Students are taught that "math" is doing arithmetic by hand, simplifying and factoring expressions, memorization, plugging-and-chugging formulas, and in general performing rote computations with pencil and paper. These things are simply not pleasant for a lot of people. Nothing anti-authoritarian about it, they're just unpleasant and repetitive tasks that any good hacker would be aching to automate.

I had great science teachers who taught me about fundamental soundness, reasoning from first principles, developing/testing/revising quantative models, and describing the state and behavior of the universe (i.e. what calculus was created for in the first place). That was fun. But nobody was doing that thinking "so this is math" because it wasn't called that, it was called physics or chemistry.

When you are in an a middle or high school classroom called "Math" with a book called "Math" you are doing rote algebraic manipulation, full stop. So that is what math is to you. No wonder people hate it.

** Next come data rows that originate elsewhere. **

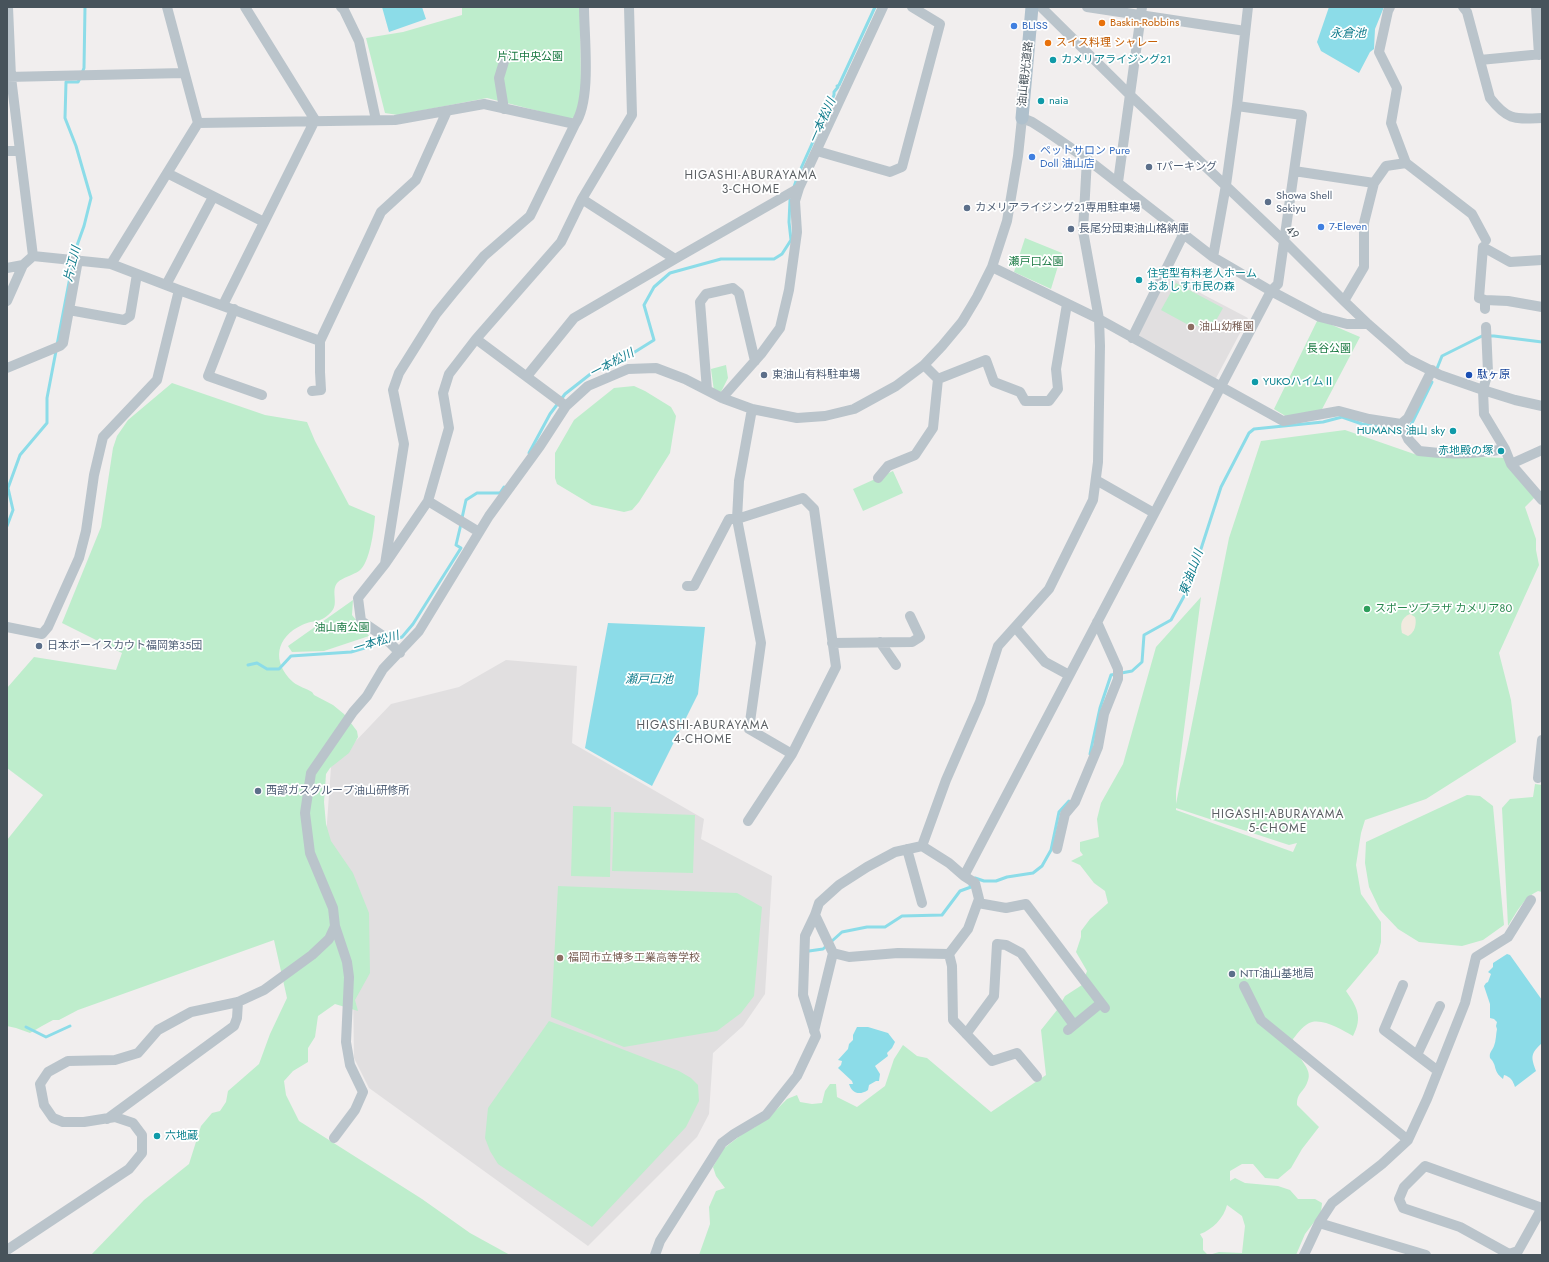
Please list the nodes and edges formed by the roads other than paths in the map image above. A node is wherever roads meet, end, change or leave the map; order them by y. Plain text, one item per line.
1 (8, 7) edge
2 (167, 7) edge
3 (245, 7) edge
4 (341, 7) edge
5 (584, 7) edge
6 (629, 7) edge
7 (882, 7) edge
8 (912, 7) edge
9 (1032, 7) edge
10 (1042, 7) edge
11 (1087, 7) edge
12 (1248, 7) edge
13 (1390, 7) edge
14 (1463, 7) edge
15 (1536, 7) edge
16 (1142, 11) edge
17 (1245, 31) junction
18 (1540, 54) edge
19 (506, 55) dead end
20 (1480, 60) junction
21 (184, 74) junction
22 (9, 77) edge
23 (1130, 95) junction
24 (1237, 106) junction
25 (504, 109) junction
26 (447, 111) junction
27 (1022, 118) junction
28 (1542, 118) edge
29 (315, 120) junction
30 (376, 120) junction
31 (198, 123) junction
32 (575, 124) junction
33 (7, 151) edge
34 (20, 151) junction
35 (817, 151) junction
36 (1087, 159) junction
37 (1406, 163) junction
38 (1294, 171) junction
39 (167, 173) junction
40 (1118, 182) junction
41 (1374, 183) junction
42 (1226, 185) junction
43 (798, 188) junction
44 (213, 197) junction
45 (582, 199) junction
46 (264, 222) junction
47 (1183, 235) junction
48 (1486, 240) dead end
49 (1285, 242) junction
50 (33, 256) junction
51 (1213, 257) junction
52 (675, 259) junction
53 (78, 260) junction
54 (1542, 260) edge
55 (111, 264) junction
56 (23, 265) junction
57 (992, 266) junction
58 (7, 268) edge
59 (137, 274) junction
60 (166, 285) junction
61 (178, 290) junction
62 (1271, 291) junction
63 (7, 301) edge
64 (1344, 301) junction
65 (1067, 304) junction
66 (222, 305) junction
67 (1542, 307) edge
68 (234, 309) junction
69 (69, 310) junction
70 (1098, 319) junction
71 (1368, 324) junction
72 (1486, 332) dead end
73 (1132, 338) junction
74 (476, 339) junction
75 (320, 341) junction
76 (755, 362) junction
77 (924, 365) junction
78 (7, 368) edge
79 (1432, 370) junction
80 (526, 376) junction
81 (938, 379) junction
82 (1221, 387) junction
83 (707, 390) junction
84 (1484, 390) junction
85 (259, 391) dead end
86 (312, 391) dead end
87 (722, 398) junction
88 (566, 406) junction
89 (1542, 406) edge
90 (752, 409) junction
91 (1402, 424) junction
92 (1505, 449) junction
93 (1542, 450) edge
94 (1512, 464) junction
95 (878, 478) dead end
96 (1096, 480) junction
97 (1542, 500) edge
98 (428, 501) junction
99 (1154, 513) junction
100 (737, 519) junction
101 (479, 532) junction
102 (385, 564) junction
103 (687, 586) dead end
104 (910, 616) dead end
105 (1097, 622) junction
106 (7, 627) edge
107 (1015, 627) junction
108 (880, 642) junction
109 (832, 643) junction
110 (397, 650) junction
111 (896, 665) dead end
112 (1069, 675) junction
113 (1542, 740) edge
114 (792, 754) junction
115 (1538, 778) dead end
116 (748, 821) dead end
117 (922, 846) junction
118 (907, 849) junction
119 (1056, 849) dead end
120 (964, 876) junction
121 (1531, 900) dead end
122 (978, 902) junction
123 (922, 903) dead end
124 (816, 915) junction
125 (335, 926) junction
126 (832, 952) junction
127 (949, 954) junction
128 (1403, 985) dead end
129 (1244, 986) dead end
130 (238, 1002) junction
131 (1440, 1006) dead end
132 (814, 1031) junction
133 (966, 1034) junction
134 (1417, 1055) junction
135 (1438, 1071) junction
136 (1037, 1077) dead end
137 (107, 1119) junction
138 (334, 1138) dead end
139 (1408, 1140) junction
140 (1542, 1208) edge
141 (1319, 1223) junction
142 (7, 1250) edge
143 (655, 1255) edge
144 (1304, 1255) edge
145 (1426, 1255) edge

1 - 22 street
2 - 21 street
3 - 29 street
4 - 30 street
5 - 32 street
6 - 45 street
7 - 35 street
8 - 35 street
9 - 27 main road, 油山観光道路
10 - 23 street, 49 / 49
11 - 16 street
12 - 17 street
13 - 37 street
14 - 20 street
15 - 18 street
16 - 17 street
16 - 23 street
17 - 24 street
18 - 20 street
19 - 25 street
20 - 28 street
21 - 22 street
21 - 31 street
22 - 34 street
23 - 40 street
23 - 42 street, 49 / 49
24 - 38 street
24 - 42 street
25 - 26 street
25 - 32 street
26 - 30 street
26 - 75 street
27 - 36 street
27 - 57 street
29 - 30 street
29 - 31 street
29 - 46 street
31 - 39 street
32 - 102 street
33 - 34 street
34 - 50 street
35 - 43 street
36 - 40 street
36 - 70 street
37 - 41 street
37 - 48 street
38 - 41 street
38 - 49 street
39 - 44 street
39 - 55 street
40 - 47 street
41 - 64 street
42 - 49 street, 49 / 49
42 - 51 street
43 - 52 street
43 - 76 street
44 - 46 street
44 - 60 street
45 - 52 street
45 - 74 street
46 - 66 street
47 - 51 street
47 - 73 street
49 - 62 street
49 - 64 street, 49 / 49
50 - 53 street
50 - 56 street
51 - 62 street
52 - 80 street
53 - 55 street
53 - 69 street
54 - 67 street
55 - 59 street
56 - 58 street
56 - 63 street
57 - 65 street
57 - 77 street
59 - 60 street
59 - 69 street
60 - 61 street
61 - 66 street
61 - 106 street
62 - 71 street
62 - 82 street
64 - 71 street, 49 / 49
65 - 70 street
65 - 81 street
66 - 68 street
68 - 75 street
68 - 85 street
69 - 78 street
70 - 73 street
70 - 96 street
71 - 79 street, 49 / 49
72 - 84 street
73 - 82 street
74 - 80 street
74 - 98 street
75 - 86 street
76 - 83 street
76 - 87 street
77 - 81 street
77 - 90 street
79 - 84 street, 49 / 49
79 - 91 street
80 - 88 street
81 - 95 street
82 - 91 street
82 - 99 street
83 - 87 street
83 - 88 street
84 - 89 street, 49 / 49
84 - 92 street
87 - 90 street
88 - 101 street
90 - 100 street
91 - 92 street
92 - 94 street
93 - 94 street
94 - 97 street
96 - 99 street
96 - 107 street
98 - 101 street
98 - 102 street
99 - 105 street
100 - 103 street
100 - 109 street
100 - 114 street
101 - 110 street
102 - 110 street
104 - 108 street
105 - 112 street
105 - 119 street
107 - 112 street
107 - 117 street
108 - 109 street
108 - 111 street
109 - 114 street
110 - 125 street
112 - 120 street
113 - 115 street
114 - 116 street
117 - 118 street
117 - 120 street
118 - 123 street
118 - 124 street
120 - 122 street
121 - 135 street
122 - 127 street
122 - 133 street
124 - 126 street
124 - 132 street
125 - 130 street
125 - 138 street
126 - 127 street
126 - 132 street
127 - 133 street
128 - 134 street
129 - 139 street
130 - 137 street
130 - 137 street
131 - 134 street
132 - 143 street
133 - 136 street
134 - 135 street
135 - 139 street
137 - 142 street
139 - 141 street
140 - 140 street
141 - 144 street
141 - 145 street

Fundamental soundness, proof, etc. has very little to do with numeracy in the sense of mental arithmetic, estimation skills. Those are useful too, but different things. I still can't multiply two-digit numbers in my head but that never posed a problem in calculus, computer science, chemistry, physics, or anything else.


> I still can't multiply two-digit numbers in my head but that never posed a problem in calculus, computer science, chemistry, physics, or anything else. How about daily life? Would you rather pull out a calculator?

In my experience, (fast) mental arithmetic is very very useful for all sorts of things. Shopping, driving, eating, anything.


Useful, yes. Fundamental to soundness, proof, etc? Not at all.